Retail businesses or individuals only withdraw cash from the bank as “Physical Cash”(Comparatively very low of total turnover)👀. The remaining majority of the transactions happening in the economy are mostly within the bank and Bank to Bank. So basically cash doesn't exit the system. You’ll find out why “Banks Don’t Need Your Savings” at the end of the article. 🙆‍♂️


Fractional Reserve Banking

Fractional reserve banking is a system where the Central bank limits the fraction of total cash that can be lent out. In Srilanka, the Statutory Reserve Ratio is 4%. That means, 4% of the total liable money of the banks should be kept in bank vault as cash or in their central bank reserve accounts🚚. (This rate may change)

Ok ok, Let’s brief it. If you deposit Rs.100 in a bank, the bank keeps Rs.4 and lends out the remaining Rs.96 for loans, bonds etc💰. Why? Well, this was initialised to manage sudden huge withdrawals.(But the governments use this to manipulate the economy in modern economy😶). 


Let’s take person A as a borrower.

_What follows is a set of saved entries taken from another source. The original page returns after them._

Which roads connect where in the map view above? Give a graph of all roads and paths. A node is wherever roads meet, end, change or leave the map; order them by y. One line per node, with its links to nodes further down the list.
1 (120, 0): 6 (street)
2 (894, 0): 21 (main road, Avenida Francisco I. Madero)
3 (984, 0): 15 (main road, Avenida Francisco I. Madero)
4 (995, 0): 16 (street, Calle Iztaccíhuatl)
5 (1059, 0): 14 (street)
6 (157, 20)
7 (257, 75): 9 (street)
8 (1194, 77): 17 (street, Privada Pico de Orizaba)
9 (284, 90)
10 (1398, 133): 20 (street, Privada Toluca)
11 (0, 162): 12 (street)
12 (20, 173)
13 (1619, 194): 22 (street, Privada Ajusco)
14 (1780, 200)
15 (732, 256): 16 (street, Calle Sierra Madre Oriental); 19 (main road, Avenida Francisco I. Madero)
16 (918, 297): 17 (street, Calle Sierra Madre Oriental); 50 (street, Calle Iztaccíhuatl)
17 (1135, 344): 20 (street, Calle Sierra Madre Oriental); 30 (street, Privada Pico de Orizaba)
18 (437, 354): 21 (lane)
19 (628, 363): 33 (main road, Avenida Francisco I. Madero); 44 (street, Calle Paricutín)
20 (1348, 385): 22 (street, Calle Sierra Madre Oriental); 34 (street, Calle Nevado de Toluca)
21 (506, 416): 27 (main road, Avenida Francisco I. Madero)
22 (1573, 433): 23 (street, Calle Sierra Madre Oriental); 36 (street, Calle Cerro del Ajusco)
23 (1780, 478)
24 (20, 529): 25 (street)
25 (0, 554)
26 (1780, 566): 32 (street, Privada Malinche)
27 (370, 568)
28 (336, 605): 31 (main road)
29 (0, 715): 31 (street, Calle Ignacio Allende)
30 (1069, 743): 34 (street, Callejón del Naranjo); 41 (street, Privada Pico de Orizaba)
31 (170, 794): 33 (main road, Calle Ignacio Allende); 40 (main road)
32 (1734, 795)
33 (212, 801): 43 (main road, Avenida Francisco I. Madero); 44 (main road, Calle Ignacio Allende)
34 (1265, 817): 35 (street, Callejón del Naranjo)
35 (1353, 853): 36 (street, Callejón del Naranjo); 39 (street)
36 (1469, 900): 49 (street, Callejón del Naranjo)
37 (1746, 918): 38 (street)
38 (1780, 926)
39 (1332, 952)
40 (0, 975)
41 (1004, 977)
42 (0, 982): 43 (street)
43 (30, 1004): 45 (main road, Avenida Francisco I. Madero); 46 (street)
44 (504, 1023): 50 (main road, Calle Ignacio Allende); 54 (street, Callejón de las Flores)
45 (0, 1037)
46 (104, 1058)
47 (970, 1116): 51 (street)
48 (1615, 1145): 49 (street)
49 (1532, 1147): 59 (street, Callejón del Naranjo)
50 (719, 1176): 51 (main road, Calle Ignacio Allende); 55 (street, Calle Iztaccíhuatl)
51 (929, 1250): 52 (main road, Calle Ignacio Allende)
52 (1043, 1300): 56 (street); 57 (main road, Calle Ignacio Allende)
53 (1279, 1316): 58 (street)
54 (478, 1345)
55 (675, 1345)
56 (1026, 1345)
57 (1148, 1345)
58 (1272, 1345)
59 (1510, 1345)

Person A applied for a loan and got Rs. 100 000 000 in bank X. He cannot fit the whole amount into his pocket🤓. So, he has to deposit the money in a bank. So, he has deposited the amount into bank Y. Now, Bank Y stores 4% of the amount and lends out the remaining 96% to person B😮‍💨. Now person B has 96 000 000. He cannot brag about his money by hiring a van😒. So he deposited the amount to Bank Z. Bank Z now has 96 000 000. Bank Z stores 4% of 96 000 000(which is 3 840 000) and lends out 92160000 to person C. 🤑

Finally this is the result with the initial 100 000 000 offered by Bank X;

Person A has 100 000 000

Person B has  96 000 000

Person C has  92 160 000 and so on

This cycle continues until the amount becomes 0. If you do Math, you’ll get an equation as follows, which shows the total new money made by this fractional banking system,

100 000 000*(1/0.04)


That means, N = M*(1/r)

Here,

N = Total amount of new money Injected

M = Money put into monetary base

r = reserve requirements


So, in the above case, the monetary base of 100 000 000 has injected 2 500 000 000. That’s a huge amount to be honest. The system just makth the base cash X25🤯🤯. 

This system creates a huge amount of money from nothing (Economists call this as “Creates money from thin air”, lol🤣). To be clear, the amount of money get printed by the CB money printer is nothing when compared to the amount of money created out of thin air by fractional banking system🙃. If the bank runs out of deposits, they’ll postpone the amount they have to pay to the overnight lending market. Borrowers pay more interest than the interest rate of the overnight lending market. So banks don't need to worry. Damn, this is awesome. Isn’t it?😵



Role of Central Bank

You may understand the Central bank’s role here. By adjusting the Statutory Reserve Ratio(r) , CB can influence the economy by limiting the cash flow of the system✌️✌️.

Central Banks also influence the money flow by adjusting the interest rate system. (I will try to explain about interest rates in another blog)🧠👃.


So, Your deposits are a cheaper option for banks to lend money, anyways not necessary 🙂.

You might think, Cabraal is partially right 🙂 Yes he is. In a fractional banking system Inflation is totally accidental. The Central Bank can take measures at their best to prevent inflation. But the fact Inflation is completely unpredictable and boosted by credit worthy borrowers & hyper performance of commercial banks.